# EXERCISE DIRECTIONS
Every line of the records below should be restated exactly.

++++ DATA SUPPLIED ++++

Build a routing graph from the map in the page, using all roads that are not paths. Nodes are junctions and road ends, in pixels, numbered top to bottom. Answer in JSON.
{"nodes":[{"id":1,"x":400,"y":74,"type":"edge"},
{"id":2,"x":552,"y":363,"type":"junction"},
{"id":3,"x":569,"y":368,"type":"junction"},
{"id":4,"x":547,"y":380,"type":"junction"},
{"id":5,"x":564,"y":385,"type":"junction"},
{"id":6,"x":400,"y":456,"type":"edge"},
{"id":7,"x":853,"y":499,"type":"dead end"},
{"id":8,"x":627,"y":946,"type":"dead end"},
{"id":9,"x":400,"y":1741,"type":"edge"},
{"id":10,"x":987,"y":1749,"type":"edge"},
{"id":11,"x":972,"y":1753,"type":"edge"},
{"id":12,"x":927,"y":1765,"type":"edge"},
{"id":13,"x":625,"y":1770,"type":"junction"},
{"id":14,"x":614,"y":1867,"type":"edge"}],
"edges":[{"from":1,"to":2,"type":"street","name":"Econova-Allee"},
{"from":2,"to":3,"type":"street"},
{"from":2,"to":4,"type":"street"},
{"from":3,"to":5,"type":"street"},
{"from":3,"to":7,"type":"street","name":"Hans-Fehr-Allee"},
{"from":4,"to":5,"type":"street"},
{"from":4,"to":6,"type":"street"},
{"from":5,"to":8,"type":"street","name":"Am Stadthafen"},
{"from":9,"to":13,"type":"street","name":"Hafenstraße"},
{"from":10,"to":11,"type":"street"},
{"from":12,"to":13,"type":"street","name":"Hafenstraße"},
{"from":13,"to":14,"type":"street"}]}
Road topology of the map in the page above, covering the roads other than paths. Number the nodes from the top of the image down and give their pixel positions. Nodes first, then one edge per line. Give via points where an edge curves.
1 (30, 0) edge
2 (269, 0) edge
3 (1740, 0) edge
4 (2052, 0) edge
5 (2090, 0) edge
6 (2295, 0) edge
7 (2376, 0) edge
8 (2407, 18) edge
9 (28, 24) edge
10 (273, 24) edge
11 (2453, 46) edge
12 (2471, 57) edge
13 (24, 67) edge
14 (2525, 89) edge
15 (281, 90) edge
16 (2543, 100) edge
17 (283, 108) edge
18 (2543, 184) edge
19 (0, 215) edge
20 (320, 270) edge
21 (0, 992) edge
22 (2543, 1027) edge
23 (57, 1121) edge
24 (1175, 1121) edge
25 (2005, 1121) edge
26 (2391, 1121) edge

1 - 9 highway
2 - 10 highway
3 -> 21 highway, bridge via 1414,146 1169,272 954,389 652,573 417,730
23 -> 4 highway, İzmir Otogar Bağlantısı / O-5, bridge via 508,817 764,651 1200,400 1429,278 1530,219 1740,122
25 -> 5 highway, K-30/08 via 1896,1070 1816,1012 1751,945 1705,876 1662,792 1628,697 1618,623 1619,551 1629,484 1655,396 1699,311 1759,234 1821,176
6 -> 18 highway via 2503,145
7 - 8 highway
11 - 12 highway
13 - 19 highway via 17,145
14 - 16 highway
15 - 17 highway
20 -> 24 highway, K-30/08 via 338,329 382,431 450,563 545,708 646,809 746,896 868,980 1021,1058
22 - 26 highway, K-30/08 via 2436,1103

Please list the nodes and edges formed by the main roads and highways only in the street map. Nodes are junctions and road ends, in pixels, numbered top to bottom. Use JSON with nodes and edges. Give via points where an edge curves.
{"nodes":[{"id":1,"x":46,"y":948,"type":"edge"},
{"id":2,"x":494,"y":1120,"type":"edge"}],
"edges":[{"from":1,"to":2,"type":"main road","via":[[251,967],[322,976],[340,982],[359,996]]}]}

++++

# TASK RESPONSE
Build a routing graph from the map in the page, using all roads that are not paths. Nodes are junctions and road ends, in pixels, numbered top to bottom. Answer in JSON.
{"nodes":[{"id":1,"x":400,"y":74,"type":"edge"},
{"id":2,"x":552,"y":363,"type":"junction"},
{"id":3,"x":569,"y":368,"type":"junction"},
{"id":4,"x":547,"y":380,"type":"junction"},
{"id":5,"x":564,"y":385,"type":"junction"},
{"id":6,"x":400,"y":456,"type":"edge"},
{"id":7,"x":853,"y":499,"type":"dead end"},
{"id":8,"x":627,"y":946,"type":"dead end"},
{"id":9,"x":400,"y":1741,"type":"edge"},
{"id":10,"x":987,"y":1749,"type":"edge"},
{"id":11,"x":972,"y":1753,"type":"edge"},
{"id":12,"x":927,"y":1765,"type":"edge"},
{"id":13,"x":625,"y":1770,"type":"junction"},
{"id":14,"x":614,"y":1867,"type":"edge"}],
"edges":[{"from":1,"to":2,"type":"street","name":"Econova-Allee"},
{"from":2,"to":3,"type":"street"},
{"from":2,"to":4,"type":"street"},
{"from":3,"to":5,"type":"street"},
{"from":3,"to":7,"type":"street","name":"Hans-Fehr-Allee"},
{"from":4,"to":5,"type":"street"},
{"from":4,"to":6,"type":"street"},
{"from":5,"to":8,"type":"street","name":"Am Stadthafen"},
{"from":9,"to":13,"type":"street","name":"Hafenstraße"},
{"from":10,"to":11,"type":"street"},
{"from":12,"to":13,"type":"street","name":"Hafenstraße"},
{"from":13,"to":14,"type":"street"}]}
Road topology of the map in the page above, covering the roads other than paths. Number the nodes from the top of the image down and give their pixel positions. Nodes first, then one edge per line. Give via points where an edge curves.
1 (30, 0) edge
2 (269, 0) edge
3 (1740, 0) edge
4 (2052, 0) edge
5 (2090, 0) edge
6 (2295, 0) edge
7 (2376, 0) edge
8 (2407, 18) edge
9 (28, 24) edge
10 (273, 24) edge
11 (2453, 46) edge
12 (2471, 57) edge
13 (24, 67) edge
14 (2525, 89) edge
15 (281, 90) edge
16 (2543, 100) edge
17 (283, 108) edge
18 (2543, 184) edge
19 (0, 215) edge
20 (320, 270) edge
21 (0, 992) edge
22 (2543, 1027) edge
23 (57, 1121) edge
24 (1175, 1121) edge
25 (2005, 1121) edge
26 (2391, 1121) edge

1 - 9 highway
2 - 10 highway
3 -> 21 highway, bridge via 1414,146 1169,272 954,389 652,573 417,730
23 -> 4 highway, İzmir Otogar Bağlantısı / O-5, bridge via 508,817 764,651 1200,400 1429,278 1530,219 1740,122
25 -> 5 highway, K-30/08 via 1896,1070 1816,1012 1751,945 1705,876 1662,792 1628,697 1618,623 1619,551 1629,484 1655,396 1699,311 1759,234 1821,176
6 -> 18 highway via 2503,145
7 - 8 highway
11 - 12 highway
13 - 19 highway via 17,145
14 - 16 highway
15 - 17 highway
20 -> 24 highway, K-30/08 via 338,329 382,431 450,563 545,708 646,809 746,896 868,980 1021,1058
22 - 26 highway, K-30/08 via 2436,1103

Please list the nodes and edges formed by the main roads and highways only in the street map. Nodes are junctions and road ends, in pixels, numbered top to bottom. Use JSON with nodes and edges. Give via points where an edge curves.
{"nodes":[{"id":1,"x":46,"y":948,"type":"edge"},
{"id":2,"x":494,"y":1120,"type":"edge"}],
"edges":[{"from":1,"to":2,"type":"main road","via":[[251,967],[322,976],[340,982],[359,996]]}]}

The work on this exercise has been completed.